RECORDED INFORMATION Block Start
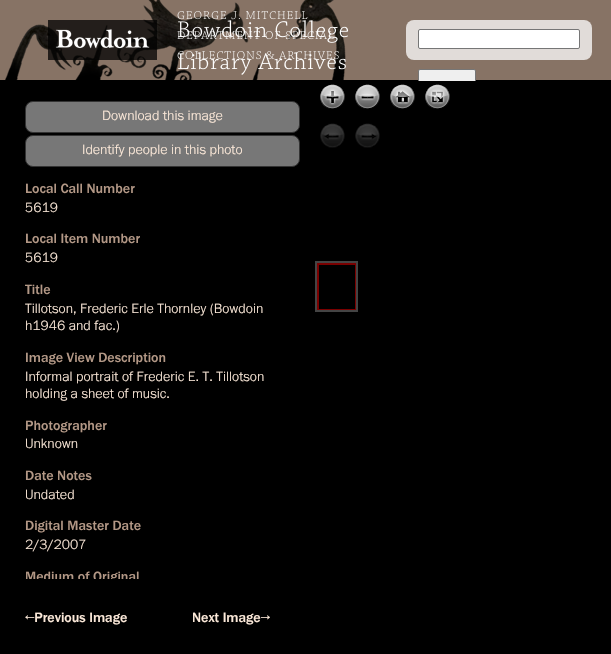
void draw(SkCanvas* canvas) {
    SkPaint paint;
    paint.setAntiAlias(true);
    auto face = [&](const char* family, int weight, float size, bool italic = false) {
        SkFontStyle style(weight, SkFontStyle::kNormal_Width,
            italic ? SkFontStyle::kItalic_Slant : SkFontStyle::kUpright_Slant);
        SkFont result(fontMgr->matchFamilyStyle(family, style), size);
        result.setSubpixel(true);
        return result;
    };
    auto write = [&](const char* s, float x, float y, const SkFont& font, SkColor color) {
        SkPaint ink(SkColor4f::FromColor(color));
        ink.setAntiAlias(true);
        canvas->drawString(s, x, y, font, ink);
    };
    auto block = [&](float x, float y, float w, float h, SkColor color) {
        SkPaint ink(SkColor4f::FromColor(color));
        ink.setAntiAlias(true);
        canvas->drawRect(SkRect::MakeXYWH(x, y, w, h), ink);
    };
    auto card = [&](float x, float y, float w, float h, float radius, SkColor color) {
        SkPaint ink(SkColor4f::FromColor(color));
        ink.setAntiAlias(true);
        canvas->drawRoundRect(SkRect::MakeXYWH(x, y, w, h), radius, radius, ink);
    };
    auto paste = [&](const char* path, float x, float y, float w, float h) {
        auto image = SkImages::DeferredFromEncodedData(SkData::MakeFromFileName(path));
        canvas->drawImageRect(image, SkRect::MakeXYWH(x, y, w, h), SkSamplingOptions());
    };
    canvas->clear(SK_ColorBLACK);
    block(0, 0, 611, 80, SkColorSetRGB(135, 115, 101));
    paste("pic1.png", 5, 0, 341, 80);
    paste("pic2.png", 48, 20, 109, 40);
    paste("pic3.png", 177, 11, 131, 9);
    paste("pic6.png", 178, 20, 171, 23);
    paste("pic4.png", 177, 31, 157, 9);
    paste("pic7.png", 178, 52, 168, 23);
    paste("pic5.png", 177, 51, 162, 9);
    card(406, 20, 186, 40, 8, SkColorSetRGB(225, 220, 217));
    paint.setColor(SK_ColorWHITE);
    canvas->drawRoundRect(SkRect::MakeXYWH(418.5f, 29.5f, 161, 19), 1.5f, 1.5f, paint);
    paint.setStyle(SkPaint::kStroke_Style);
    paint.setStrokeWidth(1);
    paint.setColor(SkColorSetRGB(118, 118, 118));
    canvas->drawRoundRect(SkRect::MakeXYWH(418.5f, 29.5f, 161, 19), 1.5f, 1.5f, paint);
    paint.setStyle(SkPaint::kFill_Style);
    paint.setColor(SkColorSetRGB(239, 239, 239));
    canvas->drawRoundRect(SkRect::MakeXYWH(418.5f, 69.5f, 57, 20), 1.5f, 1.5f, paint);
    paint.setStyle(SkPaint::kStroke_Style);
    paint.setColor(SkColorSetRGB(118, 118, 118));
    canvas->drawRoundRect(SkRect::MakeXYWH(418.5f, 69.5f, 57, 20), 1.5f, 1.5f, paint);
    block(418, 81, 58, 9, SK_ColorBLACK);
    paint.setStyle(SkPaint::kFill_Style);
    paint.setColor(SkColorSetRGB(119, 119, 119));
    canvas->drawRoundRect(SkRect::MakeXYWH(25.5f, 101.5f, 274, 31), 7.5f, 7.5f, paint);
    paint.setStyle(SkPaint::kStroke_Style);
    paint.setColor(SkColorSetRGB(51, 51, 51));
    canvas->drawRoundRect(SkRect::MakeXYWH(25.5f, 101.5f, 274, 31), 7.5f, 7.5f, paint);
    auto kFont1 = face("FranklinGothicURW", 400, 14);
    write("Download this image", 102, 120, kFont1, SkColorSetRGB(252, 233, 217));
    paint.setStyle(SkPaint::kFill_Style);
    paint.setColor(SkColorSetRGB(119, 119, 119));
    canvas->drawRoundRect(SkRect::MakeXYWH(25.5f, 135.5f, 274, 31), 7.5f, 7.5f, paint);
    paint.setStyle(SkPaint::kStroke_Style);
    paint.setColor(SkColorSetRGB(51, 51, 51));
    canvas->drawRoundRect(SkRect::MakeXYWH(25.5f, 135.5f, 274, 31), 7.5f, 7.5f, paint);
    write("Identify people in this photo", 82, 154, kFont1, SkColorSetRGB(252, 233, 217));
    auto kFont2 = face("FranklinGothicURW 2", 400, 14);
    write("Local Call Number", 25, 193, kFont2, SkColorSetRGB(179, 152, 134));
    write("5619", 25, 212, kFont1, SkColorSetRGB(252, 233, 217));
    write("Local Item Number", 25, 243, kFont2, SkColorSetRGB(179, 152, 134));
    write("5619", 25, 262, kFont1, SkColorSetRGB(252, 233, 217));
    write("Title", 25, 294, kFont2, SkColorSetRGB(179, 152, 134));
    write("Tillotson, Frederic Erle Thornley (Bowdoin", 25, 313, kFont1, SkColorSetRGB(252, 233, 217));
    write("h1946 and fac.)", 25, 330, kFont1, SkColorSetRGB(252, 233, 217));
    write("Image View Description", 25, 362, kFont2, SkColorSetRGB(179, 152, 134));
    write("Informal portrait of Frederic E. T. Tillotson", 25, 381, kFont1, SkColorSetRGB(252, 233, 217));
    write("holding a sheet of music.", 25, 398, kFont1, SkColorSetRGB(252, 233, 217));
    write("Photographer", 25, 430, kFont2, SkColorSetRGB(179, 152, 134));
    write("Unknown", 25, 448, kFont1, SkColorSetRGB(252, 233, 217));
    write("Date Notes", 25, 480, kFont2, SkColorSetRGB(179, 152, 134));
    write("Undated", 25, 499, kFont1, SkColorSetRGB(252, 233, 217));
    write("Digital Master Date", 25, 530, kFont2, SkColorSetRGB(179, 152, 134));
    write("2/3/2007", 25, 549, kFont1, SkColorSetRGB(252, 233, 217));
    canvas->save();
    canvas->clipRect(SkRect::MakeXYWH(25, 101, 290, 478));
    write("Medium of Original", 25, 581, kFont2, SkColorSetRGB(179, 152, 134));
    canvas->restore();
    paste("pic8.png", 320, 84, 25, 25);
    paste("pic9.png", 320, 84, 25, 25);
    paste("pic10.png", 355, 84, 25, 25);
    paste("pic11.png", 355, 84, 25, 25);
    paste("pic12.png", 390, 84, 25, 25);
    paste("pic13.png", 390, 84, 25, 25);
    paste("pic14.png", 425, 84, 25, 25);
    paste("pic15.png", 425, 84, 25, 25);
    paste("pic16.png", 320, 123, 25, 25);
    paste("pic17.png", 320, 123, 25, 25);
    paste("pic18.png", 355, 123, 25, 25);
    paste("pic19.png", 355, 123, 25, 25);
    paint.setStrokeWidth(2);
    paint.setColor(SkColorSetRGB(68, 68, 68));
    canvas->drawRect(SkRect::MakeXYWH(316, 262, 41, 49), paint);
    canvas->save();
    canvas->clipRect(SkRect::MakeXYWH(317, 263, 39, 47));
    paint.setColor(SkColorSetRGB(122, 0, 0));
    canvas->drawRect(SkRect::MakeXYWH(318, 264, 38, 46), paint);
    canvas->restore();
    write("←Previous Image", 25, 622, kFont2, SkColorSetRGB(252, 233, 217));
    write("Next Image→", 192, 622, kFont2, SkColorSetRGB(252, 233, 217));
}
RECORDED INFORMATION Block End
* _HOW TO COMPLETE THIS TASK_: An answer is complete only when it holds every line above containing the string "path".

* _RESPONSE_:
    auto paste = [&](const char* path, float x, float y, float w, float h) {
        auto image = SkImages::DeferredFromEncodedData(SkData::MakeFromFileName(path));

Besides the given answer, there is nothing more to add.